## Task directions
Your answer should be the full data, transcribed exactly, with no pictures in it.

____ Information provided

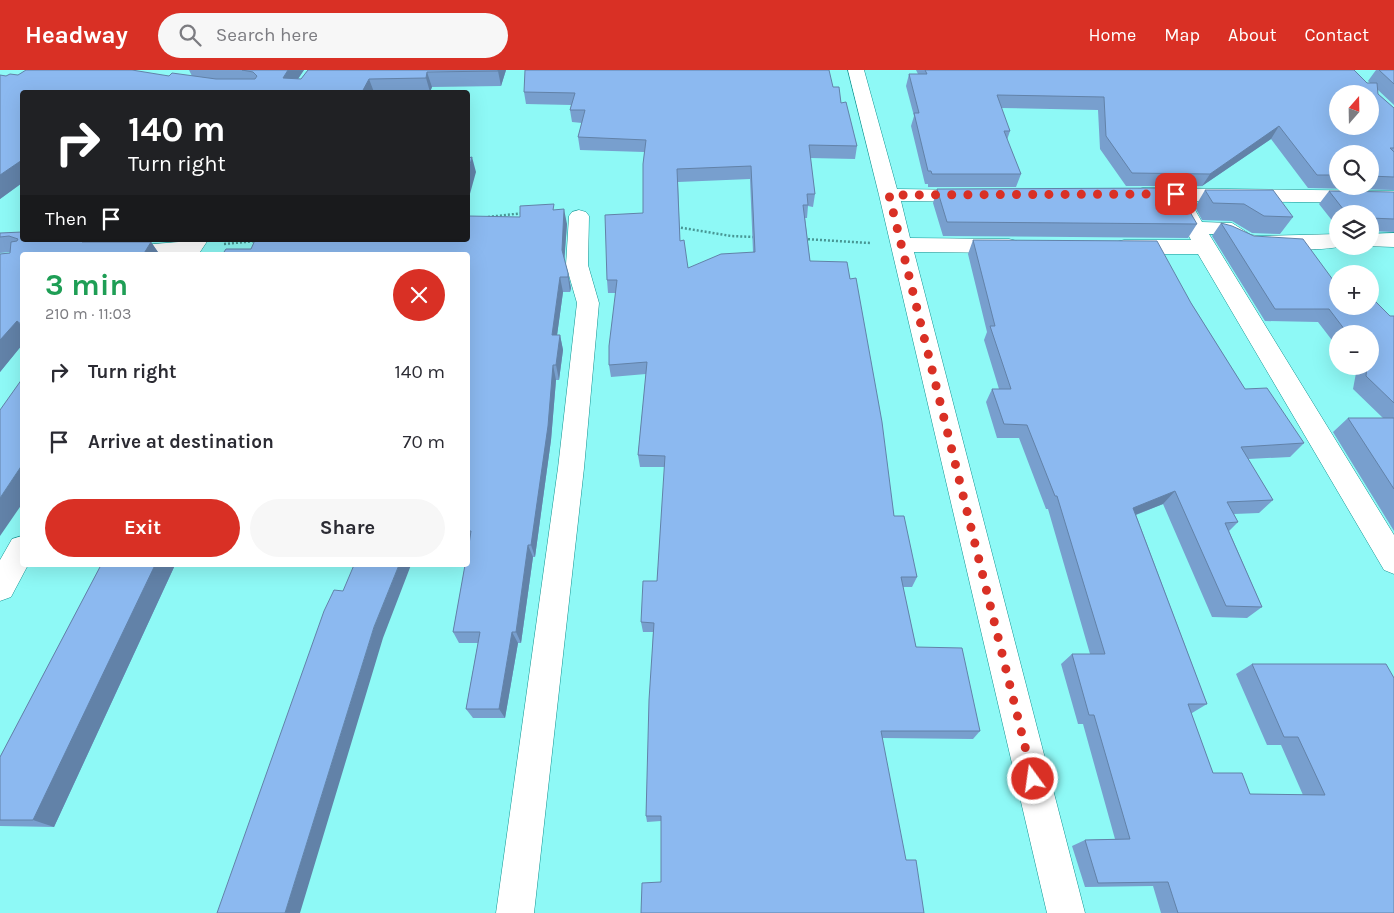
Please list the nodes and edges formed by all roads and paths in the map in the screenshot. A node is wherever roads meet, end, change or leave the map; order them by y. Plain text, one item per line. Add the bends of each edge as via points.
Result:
1 (856, 70) edge
2 (1126, 194) edge
3 (1176, 194) junction
4 (889, 195) junction
5 (987, 196) edge
6 (1394, 197) edge
7 (579, 216) joint
8 (486, 217) edge
9 (673, 226) edge
10 (761, 237) edge
11 (1200, 238) junction
12 (801, 239) edge
13 (1394, 240) edge
14 (1329, 241) edge
15 (1379, 241) edge
16 (248, 242) edge
17 (900, 245) junction
18 (1028, 246) edge
19 (1107, 246) edge
20 (192, 248) edge
21 (142, 252) edge
22 (20, 552) edge
23 (1394, 561) edge
24 (0, 588) edge
25 (515, 913) edge
26 (1066, 913) edge

1 - 4 street
2 - 3 street
3 - 6 street
3 - 11 street
4 - 5 street
4 - 17 street
7 - 8 path via 540,212
7 - 25 street via 577,265 588,303 571,468
9 - 10 path via 731,236
11 - 14 street via 1226,228 1245,240 1258,243
11 - 19 street
11 - 23 street
12 - 17 path
13 - 15 street
16 - 20 path
17 - 18 street
17 - 26 street
20 - 21 street
22 - 24 street

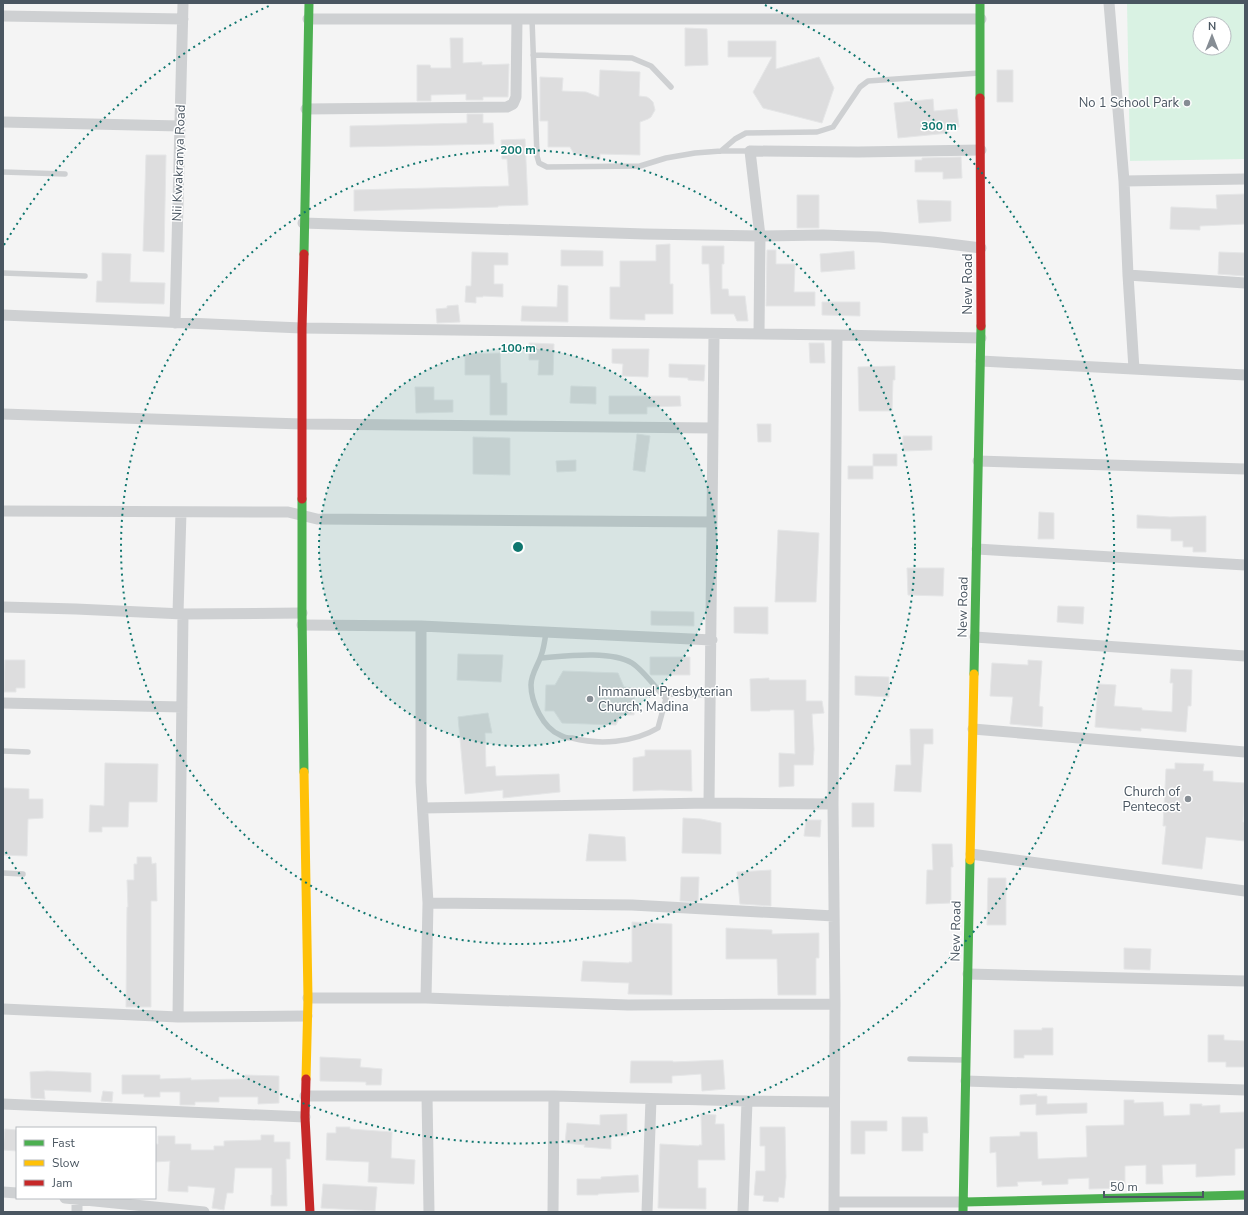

________

## Exercise result
Please list the nodes and edges formed by all roads and paths in the map in the screenshot. A node is wherever roads meet, end, change or leave the map; order them by y. Plain text, one item per line. Add the bends of each edge as via points.
Result:
1 (856, 70) edge
2 (1126, 194) edge
3 (1176, 194) junction
4 (889, 195) junction
5 (987, 196) edge
6 (1394, 197) edge
7 (579, 216) joint
8 (486, 217) edge
9 (673, 226) edge
10 (761, 237) edge
11 (1200, 238) junction
12 (801, 239) edge
13 (1394, 240) edge
14 (1329, 241) edge
15 (1379, 241) edge
16 (248, 242) edge
17 (900, 245) junction
18 (1028, 246) edge
19 (1107, 246) edge
20 (192, 248) edge
21 (142, 252) edge
22 (20, 552) edge
23 (1394, 561) edge
24 (0, 588) edge
25 (515, 913) edge
26 (1066, 913) edge

1 - 4 street
2 - 3 street
3 - 6 street
3 - 11 street
4 - 5 street
4 - 17 street
7 - 8 path via 540,212
7 - 25 street via 577,265 588,303 571,468
9 - 10 path via 731,236
11 - 14 street via 1226,228 1245,240 1258,243
11 - 19 street
11 - 23 street
12 - 17 path
13 - 15 street
16 - 20 path
17 - 18 street
17 - 26 street
20 - 21 street
22 - 24 street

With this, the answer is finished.